The situation is made far worse by the political meddling of the Prime Ministers wife, Wincarnis; her parents named her Wincarnis because they thought Port and lemon to common and Sherry too middle class.

Seeing the way the wind was blowing and the fact that it might blow a few votes their way, the politicians rediscover their affection for the Monarchy. The Deputy Prime Minister is despatched to Canada to obtain the endorsement of Her Majesty, the lady tells him to clear off, Princess Anne gives the man a shiner.

The Government is forced to call an election, which it looses, but the Queen declines the invitations to return until certain constitutional changes are made which would curb the power of the politicians, a course of action they are determined not to take.

The stalemate is broken by Welsh businessman Bonvilston Evans-Prothero, who bankrolls a referendum. The people vote for the acceptance of the Queens conditions, but the Government is still resistant. A national strike ensues, the politicians barricade themselves in the Houses of Parliament, besieged by the angry voters. When the food and drink finally runs out, they pass the legislation curbing their powers.

The Queen returns in triumph, and Bonvilston fully expected to be made a Duke as a reward for his services, which he would have been, had he not been caught, late one night, behind the bushes in Bloomsbury Square, trousers around his ankles while blowing a rent boys trumpet.

Book excerpt

The Queen and her spouse were not the only inhabitants of the stratosphere to be found reading the Truth that morning, the chief citizens of Downing Street were having a good sniff at the knickers of British journalism, and, like their counterparts accross the park, they had been tipped the wink, and not by any old snout either; they had been told what to look for by no less a person than Bondi Patterson himself, proprietor not only of the Daily Truth, but of far too great a chunk of the British media to be considered healthy. The man had started off as an Australian, tinkered with becoming a Canadian, but ended up an American. In spite of these lush meanderings through the byways of various nationalities, the man remained true to himself; periodic changes of passport had altered him not.
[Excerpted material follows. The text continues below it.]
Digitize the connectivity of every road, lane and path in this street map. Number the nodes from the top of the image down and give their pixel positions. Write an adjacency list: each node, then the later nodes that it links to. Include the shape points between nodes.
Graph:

To those who knew and understood the extent of his talents, he was the true blue ocker, to those who did not work for him, and were confident they would never have to, the fellow would always be the Windarra wanker. The relationship between the Prime Minister and Bondi could most graphically be described as one of mutual masturbation behind the parliamentary bike shed.
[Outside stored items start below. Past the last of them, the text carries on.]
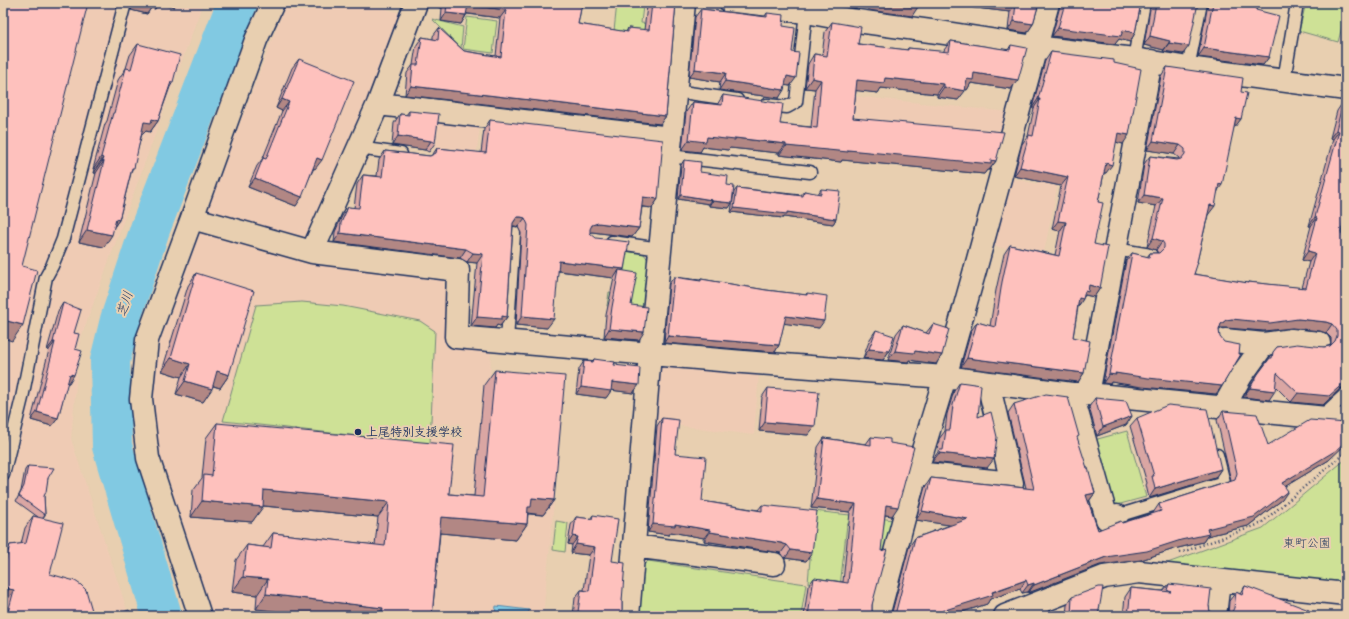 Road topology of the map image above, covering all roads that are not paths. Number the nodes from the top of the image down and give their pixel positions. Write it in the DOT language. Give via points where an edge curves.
graph roads {
  1 [pos="125,3"];
  2 [pos="273,3"];
  3 [pos="416,3"];
  4 [pos="684,3"];
  5 [pos="731,3"];
  6 [pos="1048,3"];
  7 [pos="1144,3"];
  8 [pos="1201,3"];
  9 [pos="1297,3"];
  10 [pos="806,12"];
  11 [pos="851,12"];
  12 [pos="1035,47"];
  13 [pos="1142,60"];
  14 [pos="1188,68"];
  15 [pos="1284,80"];
  16 [pos="1346,89"];
  17 [pos="675,91"];
  18 [pos="378,104"];
  19 [pos="670,147"];
  20 [pos="358,148"];
  21 [pos="410,155"];
  22 [pos="810,172"];
  23 [pos="192,218"];
  24 [pos="1346,224"];
  25 [pos="514,233"];
  26 [pos="599,240"];
  27 [pos="1346,241"];
  28 [pos="660,249"];
  29 [pos="1115,249"];
  30 [pos="312,252"];
  31 [pos="1151,255"];
  32 [pos="1225,340"];
  33 [pos="507,341"];
  34 [pos="1319,343"];
  35 [pos="1264,344"];
  36 [pos="650,354"];
  37 [pos="945,377"];
  38 [pos="988,383"];
  39 [pos="1080,394"];
  40 [pos="1346,394"];
  41 [pos="1213,411"];
  42 [pos="1320,418"];
  43 [pos="1346,420"];
  44 [pos="1215,444"];
  45 [pos="916,473"];
  46 [pos="3,475"];
  47 [pos="1117,516"];
  48 [pos="633,546"];
  49 [pos="774,564"];
  50 [pos="1219,581"];
  51 [pos="1346,594"];
  52 [pos="1056,606"];
  53 [pos="200,616"];
  54 [pos="628,616"];
  55 [pos="878,616"];
  56 [pos="1005,616"];
  57 [pos="1215,616"];
  1 -- 46 [label="lane" via="63,239 46,277 22,398"];
  2 -- 23 [label="street" via="256,40"];
  3 -- 18 [label="street"];
  4 -- 17 [label="street"];
  5 -- 10 [label="street"];
  6 -- 12 [label="street"];
  7 -- 13 [label="lane"];
  8 -- 14 [label="lane"];
  9 -- 15 [label="lane"];
  10 -- 11 [label="street"];
  10 -- 17 [label="lane" via="796,102 787,107"];
  11 -- 12 [label="street" via="945,33"];
  12 -- 13 [label="street"];
  12 -- 37 [label="street"];
  13 -- 14 [label="street"];
  13 -- 29 [label="street" via="1141,156"];
  14 -- 15 [label="street"];
  15 -- 16 [label="street"];
  17 -- 19 [label="street"];
  18 -- 19 [label="street"];
  18 -- 20 [label="street"];
  19 -- 22 [label="lane"];
  19 -- 28 [label="street"];
  20 -- 21 [label="lane"];
  20 -- 30 [label="street"];
  23 -- 30 [label="street"];
  23 -- 53 [label="street" via="147,340 141,399 148,458"];
  24 -- 27 [label="lane" via="1342,240"];
  25 -- 33 [label="lane"];
  26 -- 28 [label="lane"];
  28 -- 36 [label="street"];
  29 -- 31 [label="lane"];
  29 -- 39 [label="street"];
  30 -- 33 [label="street" via="458,270 456,337"];
  32 -- 35 [label="street"];
  33 -- 36 [label="street"];
  34 -- 35 [label="street" via="1291,340"];
  35 -- 41 [label="street"];
  36 -- 37 [label="street"];
  36 -- 48 [label="street"];
  37 -- 38 [label="street"];
  37 -- 45 [label="street"];
  38 -- 39 [label="street"];
  38 -- 45 [label="street" via="1012,483"];
  39 -- 41 [label="street"];
  39 -- 47 [label="street" via="1107,519"];
  40 -- 42 [label="lane"];
  41 -- 42 [label="street"];
  42 -- 43 [label="street"];
  44 -- 47 [label="lane" via="1224,483"];
  45 -- 55 [label="street"];
  48 -- 49 [label="street"];
  48 -- 54 [label="street"];
  50 -- 51 [label="street"];
  50 -- 52 [label="street" via="1139,572 1104,577"];
  50 -- 57 [label="street"];
  52 -- 56 [label="street"];
}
Bondi had provided generous funding for the Prime Ministers party, but more importantly he had instructed his editors to proclaim that there was no need for our dear Lord to undertake a second coming now that Alfred Sawse was leading the Labour Party, and who would, on winning the election, lead the nation to the promised land; the electorate, daft bastards that they were, swallowed that line with an eagerness vouchsafed only to the truly gullible; Sawse was returned with a landslide majority and the Truth promptly kissed the man’s arse by dubbing him Alfred the Great, but those who knew the fellow, did not take long to asses his performance, to them he became H.P., all sauce and no bottle.

A large section of his party regarded the Prime Minister with that special concentration of loathing they reserved for middle class Tories who joined the socialists to assuage the rampant guilt they felt for having inherited their prosperity, the sort who instinctively tried to turn the red flag into the official banner of Volvo land. Alfred Sawse was the perfect identikit for the type. Now, to be blunt, to be very blunt in fact, our Alf was not overloaded with brains, indeed, there were some of an uncharitable bent who opined that it was as well for the continuance of his marriage that he had more between his legs than he did between his ears. Dim as he was, Alf acknowledged the loathing a significant section of his party felt for him, and you know what? He could not give a fig, for he could not stand them either. To Alf, the party was a means to an end. Prime Minister Sawse was not lacking in political nous however, it was the one field in which he could be said to excel, he might despise the parliamentary shock troops, but he recognised the distressing necessity of keeping them on side and trimmed his sails accordingly.